Collected data entries:
•••••

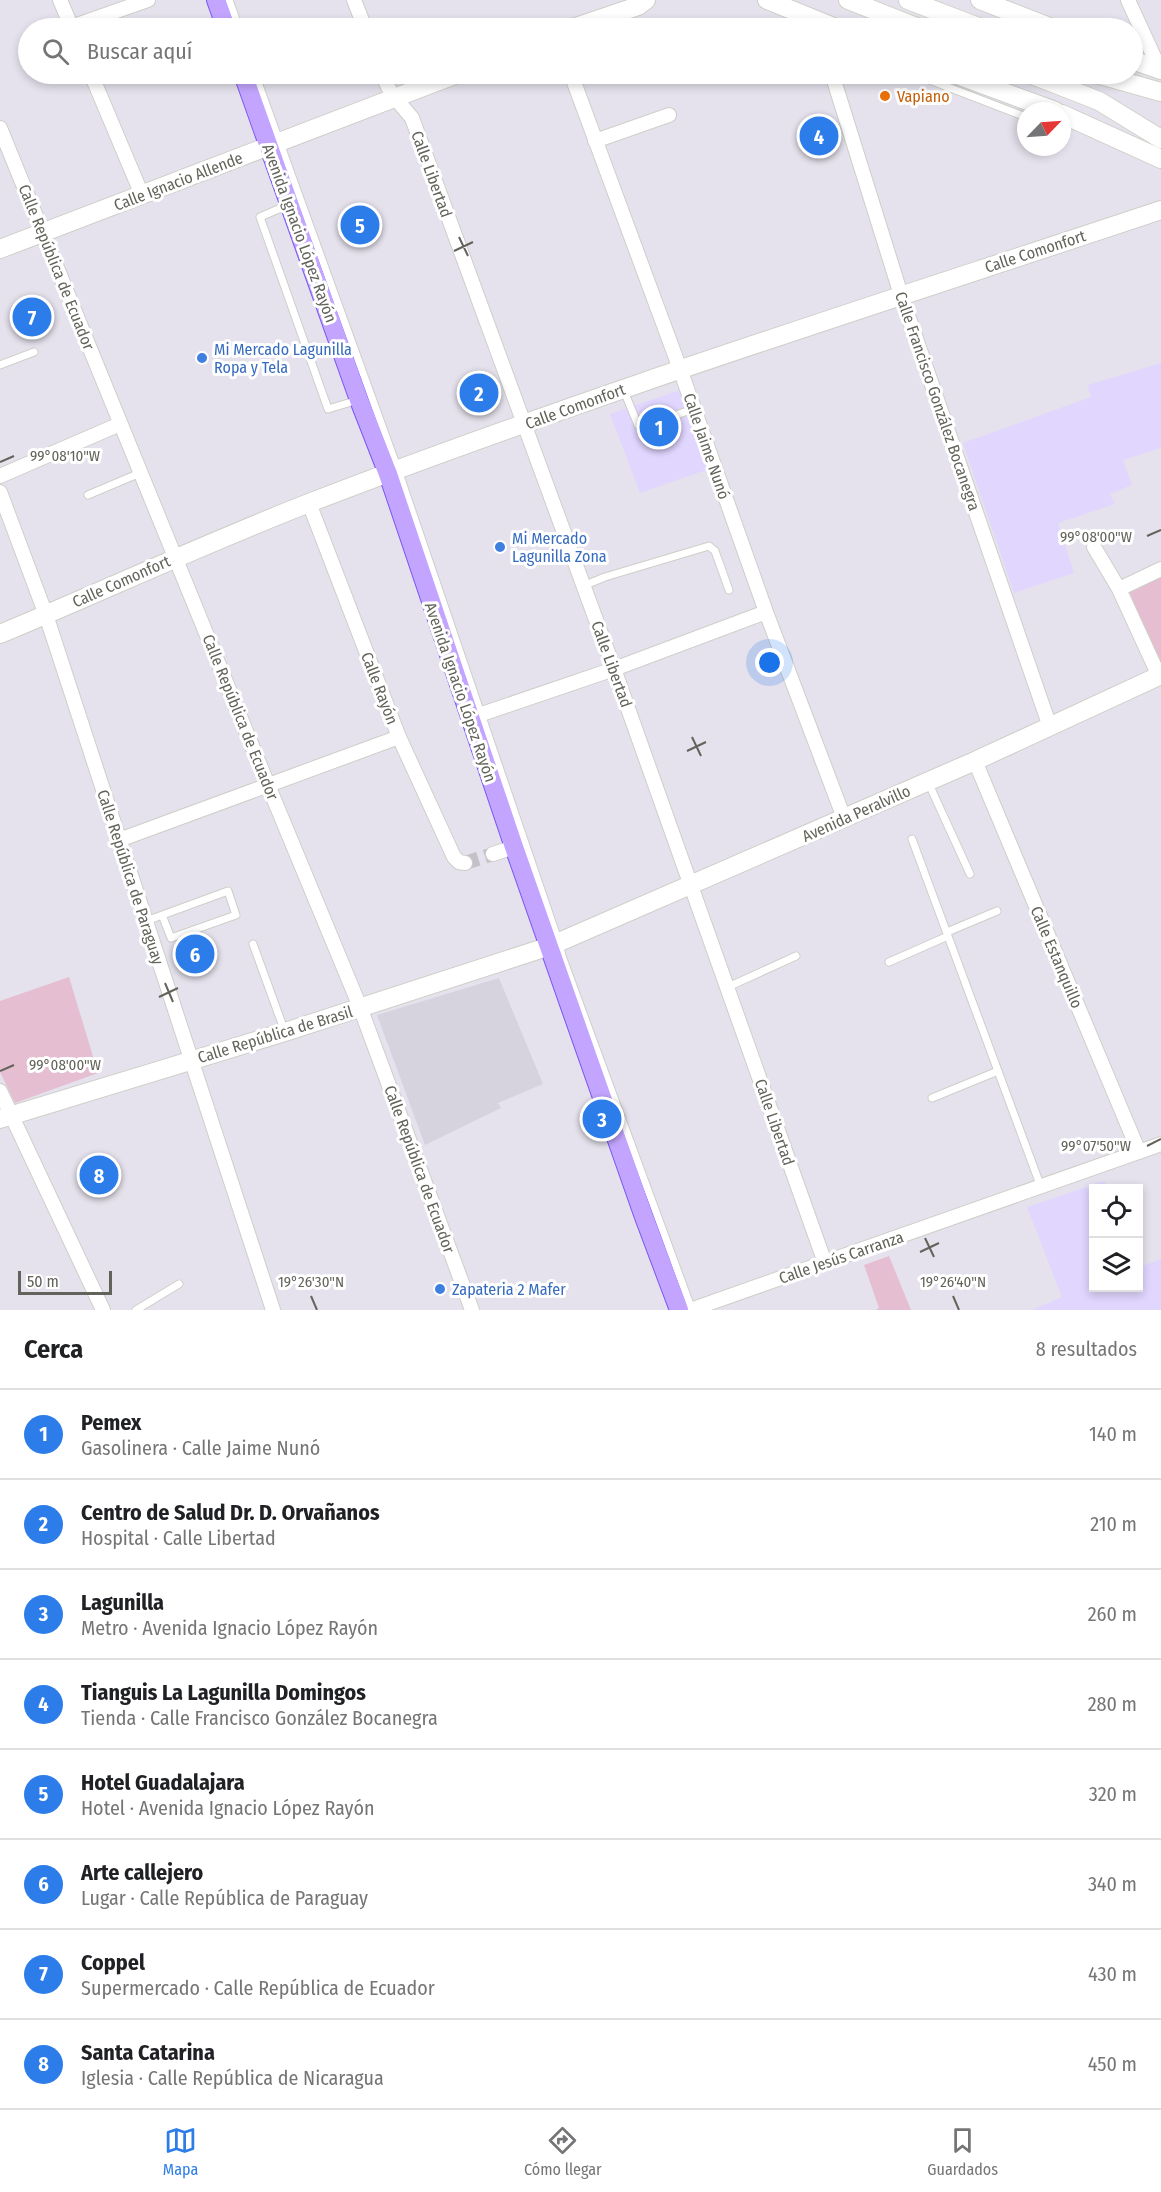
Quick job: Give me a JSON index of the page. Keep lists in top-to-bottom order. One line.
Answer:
{"streets":{"main road":["Avenida Ignacio López Rayón"],"street":["Calle Libertad","Calle Ignacio Allende","Calle Comonfort","Calle República de Ecuador","Calle Francisco González Bocanegra","Calle Jaime Nunó","Calle Rayón","Avenida Peralvillo","Calle República de Paraguay","Calle Estanquillo","Calle República de Brasil","Calle Jesús Carranza"]},"crossings":[["Calle Libertad","Calle Ignacio Allende"],["Calle Libertad","Calle Comonfort"],["Calle Libertad","Avenida Peralvillo"],["Calle Libertad","Calle Jesús Carranza"],["Calle Ignacio Allende","Avenida Ignacio López Rayón"],["Calle Ignacio Allende","Calle República de Ecuador"],["Avenida Ignacio López Rayón","Calle Comonfort"],["Avenida Ignacio López Rayón","Avenida Peralvillo"],["Avenida Ignacio López Rayón","Calle República de Brasil"],["Calle Comonfort","Calle República de Ecuador"],["Calle Comonfort","Calle Francisco González Bocanegra"],["Calle Comonfort","Calle Jaime Nunó"],["Calle Comonfort","Calle Rayón"],["Calle Comonfort","Calle República de Paraguay"],["Calle República de Ecuador","Calle República de Brasil"],["Calle Francisco González Bocanegra","Avenida Peralvillo"],["Calle Jaime Nunó","Avenida Peralvillo"],["Avenida Peralvillo","Calle Estanquillo"],["Avenida Peralvillo","Calle República de Brasil"],["Calle República de Paraguay","Calle República de Brasil"],["Calle Estanquillo","Calle Jesús Carranza"]],"places":["Vapiano","Mi Mercado Lagunilla Ropa y Tela","Mi Mercado Lagunilla Zona","Zapateria 2 Mafer"],"scale_bar":"50 m","north":"top right","page":{"search":"Buscar aquí","pins":["4","5","7","2","1","6","3","8"],"scale":"50 m","heading":["Cerca","8 resultados"],"list":[{"mark":"1","name":"Pemex","note":"Gasolinera · Calle Jaime Nunó","value":"140 m"},{"mark":"2","name":"Centro de Salud Dr. D. Orvañanos","note":"Hospital · Calle Libertad","value":"210 m"},{"mark":"3","name":"Lagunilla","note":"Metro · Avenida Ignacio López Rayón","value":"260 m"},{"mark":"4","name":"Tianguis La Lagunilla Domingos","note":"Tienda · Calle Francisco González Bocanegra","value":"280 m"},{"mark":"5","name":"Hotel Guadalajara","note":"Hotel · Avenida Ignacio López Rayón","value":"320 m"},{"mark":"6","name":"Arte callejero","note":"Lugar · Calle República de Paraguay","value":"340 m"},{"mark":"7","name":"Coppel","note":"Supermercado · Calle República de Ecuador","value":"430 m"},{"mark":"8","name":"Santa Catarina","note":"Iglesia · Calle República de Nicaragua","value":"450 m"}],"nav":["Mapa","Cómo llegar","Guardados"]},"coordinates":["99°08'10\"W","99°08'00\"W","99°07'50\"W","19°26'30\"N","19°26'40\"N"]}
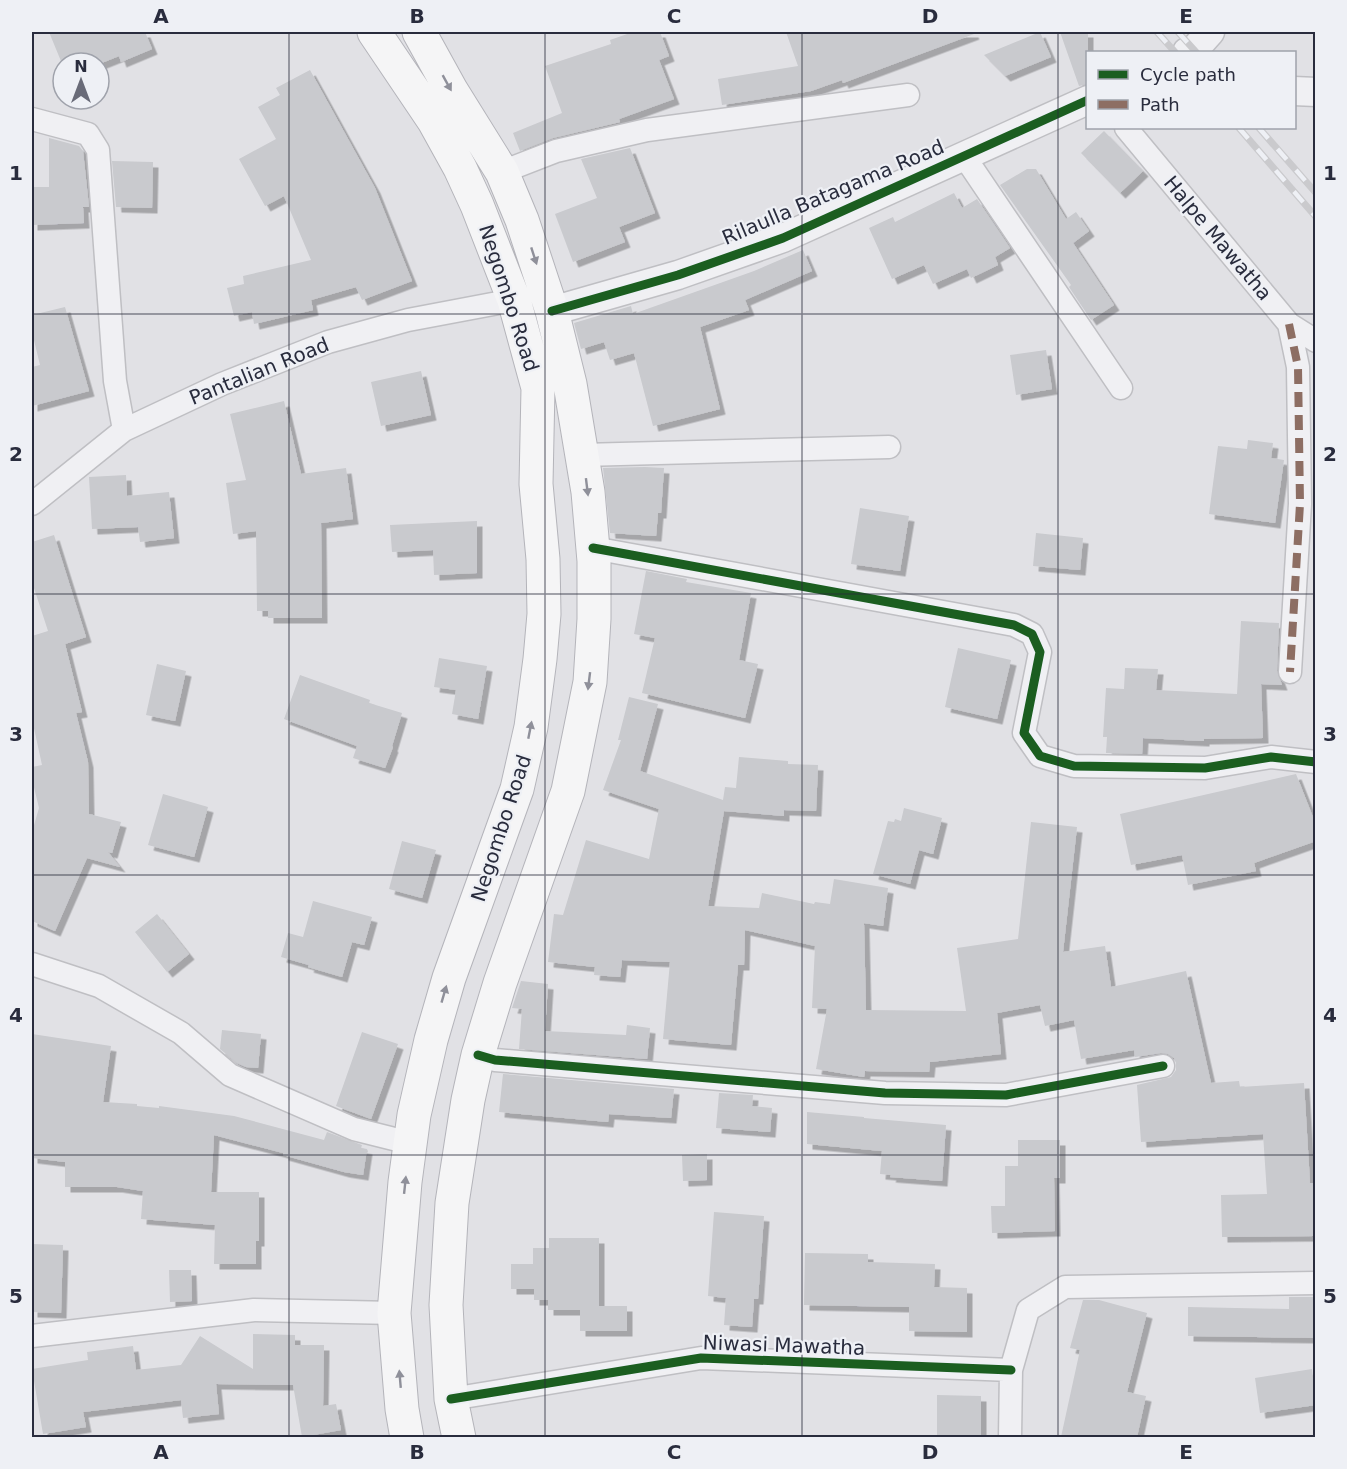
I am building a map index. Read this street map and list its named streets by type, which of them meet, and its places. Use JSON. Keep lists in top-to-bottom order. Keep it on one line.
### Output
{"streets":{"highway":["Negombo Road"],"street":["Rilaulla Batagama Road","Halpe Mawatha","Pantalian Road","Niwasi Mawatha"]},"crossings":[["Rilaulla Batagama Road","Negombo Road"],["Negombo Road","Pantalian Road"],["Negombo Road","Niwasi Mawatha"]],"legend":["Cycle path","Path"],"north":"top","grid":{"columns":["A","B","C","D","E"],"rows":["1","2","3","4","5"]}}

•••••

Provide the number of lines in these entries that hold the word "bottom", without any accompanying text.

2